Contos de Auschwitz: Irene Fogel Weiss

A equipe do Ecos da Segunda Guerra traz um artigo envolvente sobre a incrível história de Irene Fogel Weiss, uma sobrevivente do Holocausto. Descubra os detalhes impressionantes dessa jornada emocionante, repleta de coragem e resiliência. Prepare-se para se emocionar com este relato único, trazido especialmente para os leitores pelo site.

Irene Fogel Weiss, nascida em 1930 em Bótrágy, na antiga Tchecoslováquia, hoje Batrad, Ucrânia. Atualmente reside na ensolarada Virgínia, nos Estados Unidos. 

Irene Fogel Weiss segura uma foto dela que foi tirada em Auschwitz por dois guardas nazistas. Fotografia: Jocelyn Augustino/The Guardian

Bótrágy, um diminuto e humilde vilarejo checoslovaco, abrigava aproximadamente 1.000 famílias, em sua maioria agricultores de vida simples, incluindo cerca de 10 famílias judias. Embora fosse uma comunidade de baixa renda, lá se encontrava uma costureira, um sapateiro e uma mercearia, onde as pessoas batalhavam para sobreviver. Apesar das dificuldades, todos se conheciam e havia uma atmosfera de proximidade entre os vizinhos. Porém, não se pode dizer que éramos todos iguais.
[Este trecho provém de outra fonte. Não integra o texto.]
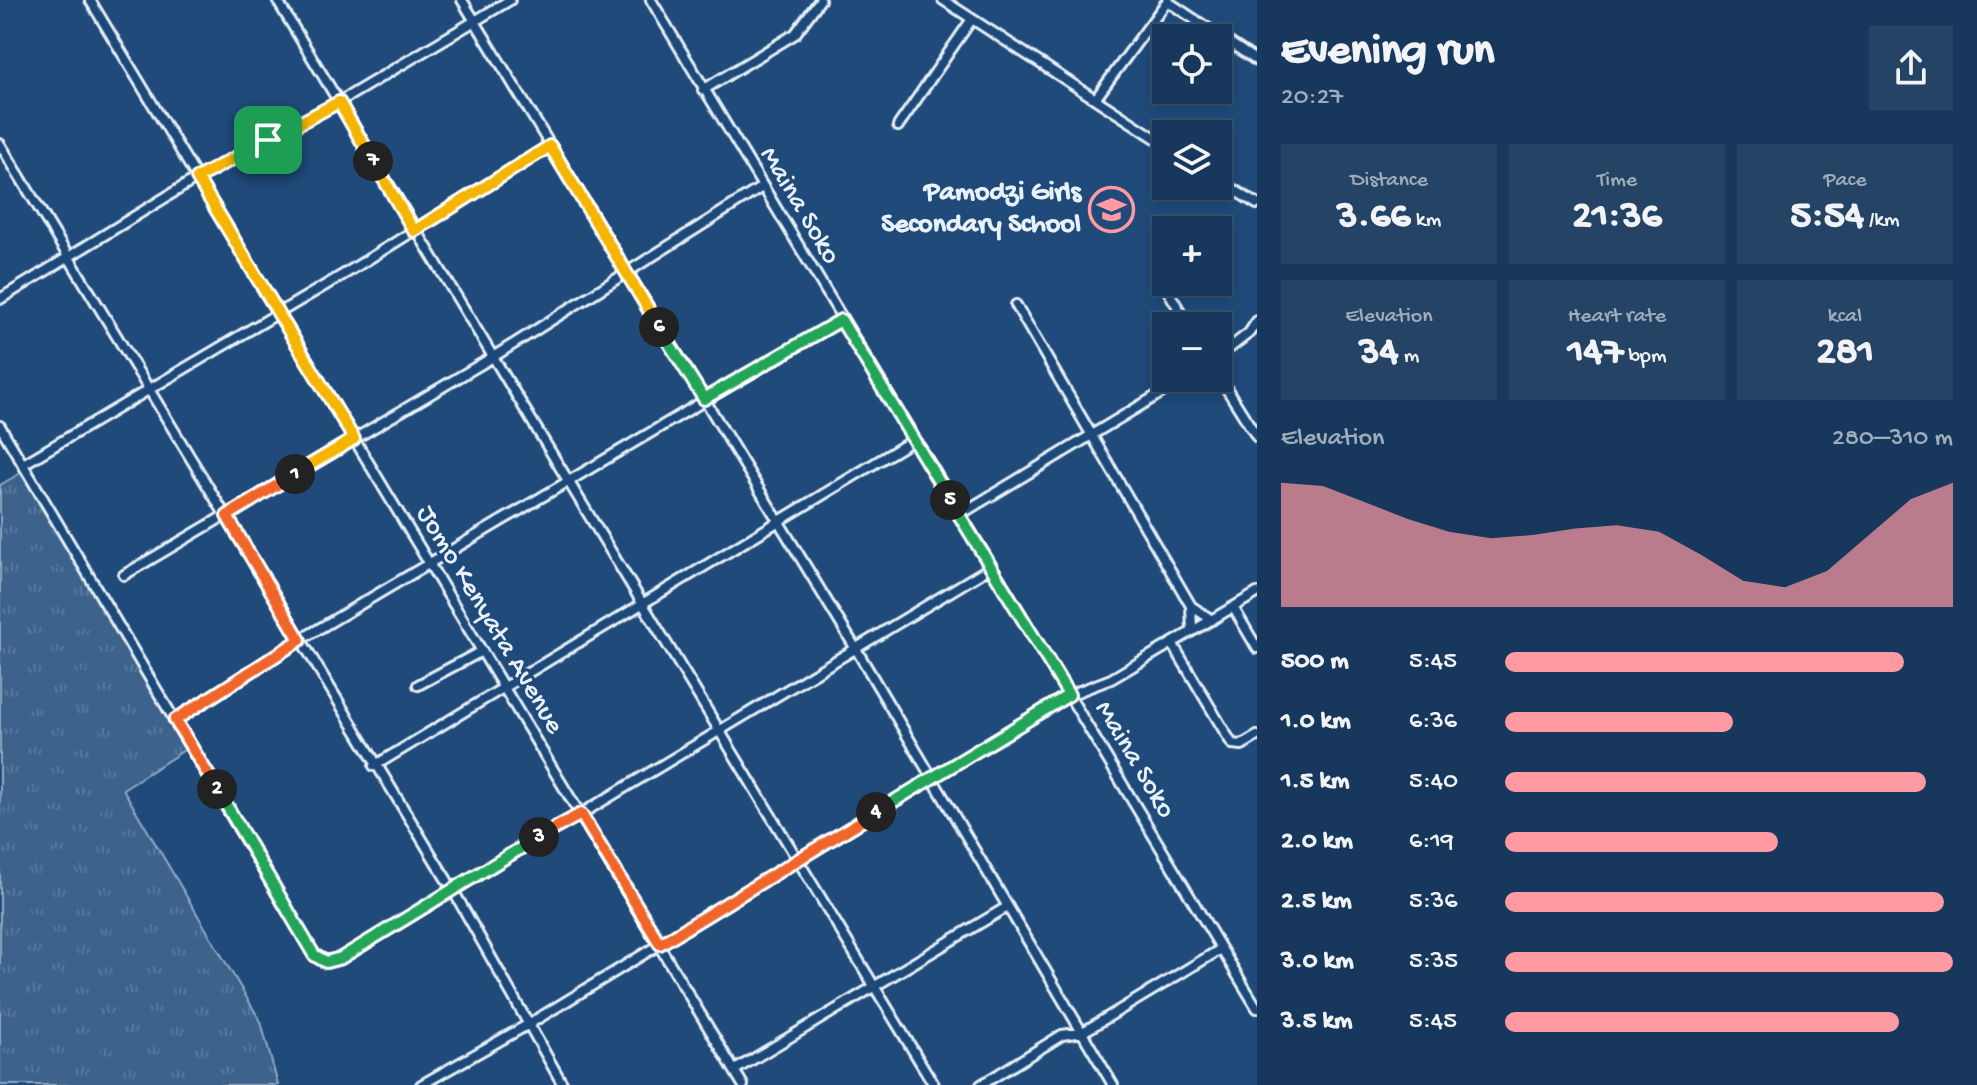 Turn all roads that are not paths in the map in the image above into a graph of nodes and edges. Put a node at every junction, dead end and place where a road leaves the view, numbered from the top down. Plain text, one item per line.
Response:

Quando eu tinha meros oito anos, a Tchecoslováquia se desintegrou e fomos engolidos pela Hungria. Foi nesse momento que os problemas começaram a surgir, pois os húngaros haviam se aliado aos nazistas. Os tempos se tornaram sombrios para as famílias judias. De repente, a proteção da lei nos foi retirada e, da noite para o dia, perdemos nossos direitos civis. O negócio madeireiro do meu pai foi confiscado e entregue a um não-judeu, sem qualquer compensação. As crianças judias foram expulsas das escolas húngaras e, de imediato, fomos obrigados a nos esconder e evitar qualquer atenção indesejada. Não podíamos mais andar de trem e éramos obrigados a usar a estrela amarela. Era um verdadeiro caos. Sem lei para nos amparar, era comum ver judeus sendo espancados ou jogados dos trens.

É aterrorizante ser exposto às emoções cruas e ao ódio de outras pessoas. Jovens nazistas perambulavam pela região, causando danos terríveis a muitos indivíduos. Ainda assim, tínhamos o conforto de estarmos em nossa comunidade e de não termos sido expulsos de nossos lares. Não tínhamos rádio nem acesso a jornais, portanto, as crianças dependiam das histórias contadas pelos pais para obter informações. No entanto, guardo na memória muitos detalhes sobre o decorrer da guerra, quem estava vencendo ou perdendo, e a opressão dos judeus em outros lugares.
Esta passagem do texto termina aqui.